- Born: Luke Dean 1 February 2003 (age 23) London, United Kingdom
- Genres: Deep tech; deep house; house; tech house; minimal tech;
- Occupations: Record producer; DJ;
- Years active: 2020–present
- Website: lukedean.komi.io

= Luke Dean (DJ) =

British DJ and producer

Luke Dean (born London, United Kingdom) is a British DJ and producer.

Luke Dean has released music on well-known record labels such Constant Sound, neXup, Belief, MicroHertz and Locus London. His songs include "Make Believe'", "Get Hard (You In The Lobby)", "Gets Like That", "The Finest" and “Supa Smoov". His most famous single, "Can’t Decide" has been streamed over 76 million times on Spotify.

== Career ==
Luke Dean has been making music since he was 11 and got his first decks at 14. When he saw his older cousin Max making money as a DJ he realised there was a potential in electronic music. The artist's style of music production is described as "infusing the spirit of ‘90s Chicago house with classy, contemporary flair". Derrick Carter, Cajmere and Marshall Jefferson are some of his inspirations.

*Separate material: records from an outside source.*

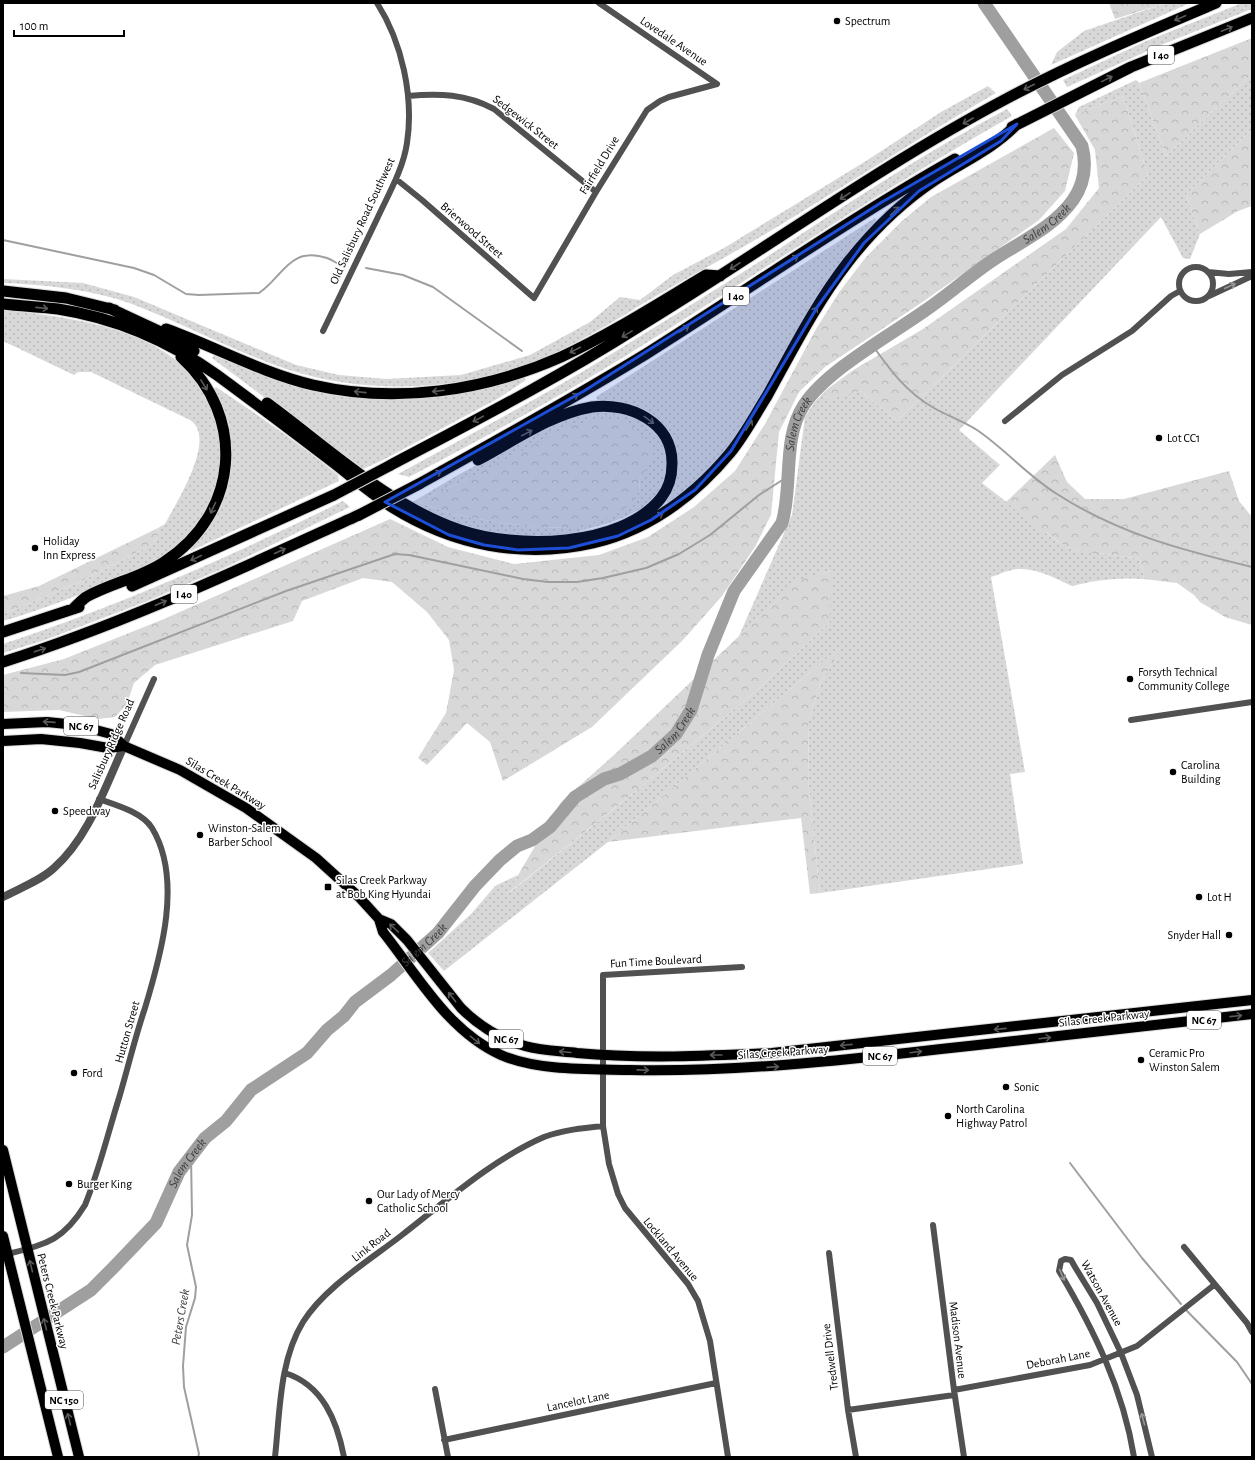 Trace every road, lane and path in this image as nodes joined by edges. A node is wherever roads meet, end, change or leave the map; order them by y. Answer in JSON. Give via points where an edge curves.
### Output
{"nodes":[{"id":1,"x":377,"y":3,"type":"edge"},
{"id":2,"x":599,"y":3,"type":"edge"},
{"id":3,"x":1216,"y":3,"type":"edge"},
{"id":4,"x":1252,"y":18,"type":"edge"},
{"id":5,"x":717,"y":84,"type":"joint"},
{"id":6,"x":408,"y":96,"type":"junction"},
{"id":7,"x":1017,"y":124,"type":"junction"},
{"id":8,"x":396,"y":179,"type":"junction"},
{"id":9,"x":596,"y":192,"type":"junction"},
{"id":10,"x":1208,"y":272,"type":"junction"},
{"id":11,"x":1252,"y":272,"type":"edge"},
{"id":12,"x":720,"y":276,"type":"junction"},
{"id":13,"x":1252,"y":276,"type":"edge"},
{"id":14,"x":3,"y":291,"type":"edge"},
{"id":15,"x":1180,"y":292,"type":"junction"},
{"id":16,"x":1209,"y":296,"type":"junction"},
{"id":17,"x":534,"y":298,"type":"joint"},
{"id":18,"x":3,"y":304,"type":"edge"},
{"id":19,"x":109,"y":308,"type":"junction"},
{"id":20,"x":323,"y":331,"type":"dead end"},
{"id":21,"x":156,"y":339,"type":"junction"},
{"id":22,"x":1005,"y":421,"type":"dead end"},
{"id":23,"x":454,"y":465,"type":"junction"},
{"id":24,"x":73,"y":609,"type":"junction"},
{"id":25,"x":3,"y":632,"type":"edge"},
{"id":26,"x":3,"y":662,"type":"edge"},
{"id":27,"x":154,"y":679,"type":"dead end"},
{"id":28,"x":1252,"y":702,"type":"edge"},
{"id":29,"x":1131,"y":720,"type":"dead end"},
{"id":30,"x":3,"y":724,"type":"edge"},
{"id":31,"x":6,"y":742,"type":"edge"},
{"id":32,"x":124,"y":746,"type":"junction"},
{"id":33,"x":99,"y":799,"type":"junction"},
{"id":34,"x":3,"y":896,"type":"edge"},
{"id":35,"x":379,"y":919,"type":"junction"},
{"id":36,"x":742,"y":967,"type":"dead end"},
{"id":37,"x":1252,"y":1000,"type":"edge"},
{"id":38,"x":1162,"y":1010,"type":"junction"},
{"id":39,"x":1252,"y":1014,"type":"edge"},
{"id":40,"x":1063,"y":1036,"type":"junction"},
{"id":41,"x":604,"y":1055,"type":"junction"},
{"id":42,"x":604,"y":1069,"type":"junction"},
{"id":43,"x":603,"y":1126,"type":"junction"},
{"id":44,"x":3,"y":1150,"type":"edge"},
{"id":45,"x":933,"y":1225,"type":"dead end"},
{"id":46,"x":3,"y":1236,"type":"edge"},
{"id":47,"x":1184,"y":1247,"type":"dead end"},
{"id":48,"x":26,"y":1249,"type":"junction"},
{"id":49,"x":829,"y":1253,"type":"dead end"},
{"id":50,"x":8,"y":1254,"type":"junction"},
{"id":51,"x":1214,"y":1285,"type":"junction"},
{"id":52,"x":1252,"y":1332,"type":"edge"},
{"id":53,"x":1121,"y":1353,"type":"junction"},
{"id":54,"x":1106,"y":1359,"type":"junction"},
{"id":55,"x":285,"y":1373,"type":"junction"},
{"id":56,"x":716,"y":1383,"type":"junction"},
{"id":57,"x":435,"y":1389,"type":"dead end"},
{"id":58,"x":954,"y":1392,"type":"junction"},
{"id":59,"x":848,"y":1410,"type":"junction"},
{"id":60,"x":444,"y":1440,"type":"junction"},
{"id":61,"x":58,"y":1457,"type":"edge"},
{"id":62,"x":79,"y":1457,"type":"edge"},
{"id":63,"x":275,"y":1457,"type":"edge"},
{"id":64,"x":344,"y":1457,"type":"edge"},
{"id":65,"x":448,"y":1457,"type":"edge"},
{"id":66,"x":728,"y":1457,"type":"edge"},
{"id":67,"x":856,"y":1457,"type":"edge"},
{"id":68,"x":964,"y":1457,"type":"edge"},
{"id":69,"x":1134,"y":1457,"type":"edge"},
{"id":70,"x":1152,"y":1457,"type":"edge"}],
"edges":[{"from":1,"to":6,"type":"street","name":"Old Salisbury Road Southwest","via":[[396,43]]},
{"from":2,"to":5,"type":"street","name":"Lovedale Avenue"},
{"from":3,"to":12,"type":"highway","number":"I 40","one_way":true,"via":[[1095,54],[1002,101],[900,160]]},
{"from":7,"to":4,"type":"highway","number":"I 40","one_way":true,"via":[[1131,67]]},
{"from":5,"to":9,"type":"street","name":"Fairfield Drive","via":[[674,95],[647,110]]},
{"from":6,"to":8,"type":"street","name":"Old Salisbury Road Southwest","via":[[407,144]]},
{"from":6,"to":9,"type":"street","name":"Sedgewick Street","via":[[442,93],[457,95],[494,108]]},
{"from":21,"to":7,"type":"highway","one_way":true,"via":[[217,375],[393,507],[432,528],[466,541],[518,550],[563,548],[603,540],[651,520],[681,501],[708,477],[742,436],[822,300],[864,243],[888,218],[919,192],[1001,141]]},
{"from":23,"to":7,"type":"highway","number":"I 40","one_way":true,"via":[[591,387],[882,202]]},
{"from":8,"to":17,"type":"street","name":"Brierwood Street"},
{"from":8,"to":20,"type":"street","name":"Old Salisbury Road Southwest"},
{"from":9,"to":17,"type":"street","name":"Fairfield Drive"},
{"from":10,"to":11,"type":"street"},
{"from":10,"to":15,"type":"street","via":[[1197,267],[1186,270],[1179,280]]},
{"from":10,"to":16,"type":"street","via":[[1213,287]]},
{"from":12,"to":19,"type":"highway","one_way":true,"via":[[706,275],[590,342],[536,367],[478,385],[416,394],[360,392],[292,379]]},
{"from":12,"to":24,"type":"highway","number":"I 40","one_way":true,"bridge":true,"via":[[635,330],[550,379],[334,495],[150,580]]},
{"from":16,"to":13,"type":"street","one_way":true},
{"from":14,"to":19,"type":"highway","via":[[66,298]]},
{"from":15,"to":16,"type":"street","via":[[1188,300],[1199,302]]},
{"from":15,"to":22,"type":"street","via":[[1171,296],[1132,331],[1062,375]]},
{"from":18,"to":21,"type":"highway","one_way":true,"via":[[57,309],[86,315],[116,323]]},
{"from":23,"to":19,"type":"highway","one_way":true,"via":[[473,462],[557,417],[583,409],[606,406],[638,412],[654,424],[668,443],[672,461],[670,480],[662,497],[641,516],[621,526],[578,538],[546,542],[480,536],[446,525],[401,503],[197,353],[165,334]]},
{"from":21,"to":24,"type":"highway","one_way":true,"via":[[180,356],[196,372],[215,403],[226,444],[223,484],[212,512],[186,546],[150,571],[86,597]]},
{"from":26,"to":23,"type":"highway","number":"I 40","one_way":true,"bridge":true,"via":[[63,643],[199,588],[360,515]]},
{"from":24,"to":25,"type":"highway","number":"I 40"},
{"from":27,"to":32,"type":"street","name":"Salisbury Ridge Road"},
{"from":28,"to":29,"type":"street"},
{"from":32,"to":30,"type":"main road","name":"Silas Creek Parkway","number":"NC 67","one_way":true,"via":[[111,734],[76,725],[47,722]]},
{"from":31,"to":32,"type":"main road","name":"Silas Creek Parkway","number":"NC 67","via":[[65,741],[108,748]]},
{"from":32,"to":33,"type":"street","name":"Salisbury Ridge Road"},
{"from":32,"to":35,"type":"main road","name":"Silas Creek Parkway","number":"NC 67","via":[[180,770],[263,820],[316,858]]},
{"from":33,"to":34,"type":"street","name":"Salisbury Ridge Road","via":[[87,826],[54,868]]},
{"from":33,"to":48,"type":"street","name":"Hutton Street","via":[[142,817],[158,839],[167,874],[162,941],[147,1003],[85,1205],[62,1234],[49,1242]]},
{"from":41,"to":35,"type":"main road","name":"Silas Creek Parkway","number":"NC 67","one_way":true,"via":[[539,1050],[495,1034],[470,1017],[407,940],[391,924]]},
{"from":35,"to":42,"type":"main road","name":"Silas Creek Parkway","number":"NC 67","one_way":true,"via":[[382,932],[446,1015],[479,1043],[503,1056],[525,1062],[558,1067]]},
{"from":36,"to":41,"type":"street","name":"Fun Time Boulevard","via":[[603,975]]},
{"from":37,"to":38,"type":"main road","name":"Silas Creek Parkway","number":"NC 67"},
{"from":38,"to":40,"type":"main road","via":[[1160,1019],[1074,1029]]},
{"from":38,"to":41,"type":"main road","name":"Silas Creek Parkway","number":"NC 67","one_way":true,"via":[[772,1053],[722,1056]]},
{"from":40,"to":39,"type":"main road","name":"Silas Creek Parkway","number":"NC 67","one_way":true},
{"from":42,"to":40,"type":"main road","name":"Silas Creek Parkway","number":"NC 67","one_way":true,"via":[[682,1071],[775,1067]]},
{"from":41,"to":42,"type":"street","name":"Lockland Avenue"},
{"from":42,"to":43,"type":"street","name":"Lockland Avenue"},
{"from":43,"to":55,"type":"street","name":"Link Road","via":[[573,1129],[544,1137],[505,1158],[356,1270],[322,1298],[303,1322]]},
{"from":43,"to":56,"type":"street","name":"Lockland Avenue","via":[[609,1164],[625,1208],[688,1284],[698,1302],[710,1341]]},
{"from":44,"to":48,"type":"main road","name":"Peters Creek Parkway","number":"NC 150"},
{"from":45,"to":58,"type":"street","name":"Madison Avenue"},
{"from":46,"to":50,"type":"main road","number":"NC 150"},
{"from":47,"to":51,"type":"street"},
{"from":48,"to":50,"type":"street","name":"Hutton Street"},
{"from":62,"to":48,"type":"main road","name":"Peters Creek Parkway","number":"NC 150","one_way":true},
{"from":49,"to":59,"type":"street","name":"Tredwell Drive"},
{"from":50,"to":61,"type":"main road","number":"NC 150"},
{"from":51,"to":52,"type":"street"},
{"from":51,"to":53,"type":"street","name":"Deborah Lane","via":[[1137,1346]]},
{"from":53,"to":54,"type":"street","name":"Deborah Lane"},
{"from":53,"to":54,"type":"street","name":"Watson Avenue","one_way":true,"via":[[1097,1303],[1075,1266],[1071,1260],[1061,1261],[1059,1271],[1088,1321]]},
{"from":70,"to":53,"type":"street","name":"Watson Avenue","one_way":true,"via":[[1137,1395]]},
{"from":54,"to":58,"type":"street","name":"Deborah Lane","via":[[1090,1365]]},
{"from":54,"to":69,"type":"street","name":"Watson Avenue","via":[[1127,1422]]},
{"from":55,"to":63,"type":"street","name":"Link Road"},
{"from":55,"to":64,"type":"street","via":[[301,1379],[319,1395],[335,1420]]},
{"from":56,"to":60,"type":"street","name":"Lancelot Lane"},
{"from":56,"to":66,"type":"street","name":"Lockland Avenue"},
{"from":57,"to":60,"type":"street"},
{"from":58,"to":59,"type":"street","name":"Deborah Lane"},
{"from":58,"to":68,"type":"street","name":"Madison Avenue"},
{"from":59,"to":67,"type":"street","name":"Tredwell Drive"},
{"from":60,"to":65,"type":"street"}]}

His breakout track “Get Hard (You In The Lobby)” became a viral success in 2023, boosting streaming traction and performance bookings.

He has performed at Fabric London, DC10, The Warehouse Project, and After Caposile.

Luke Dean has also performed international clubs and festival bookings, including Do Not Sleep, Solid Grooves and Paradise in Ibiza, FLY Open Air in Scotland, and tours in Australia.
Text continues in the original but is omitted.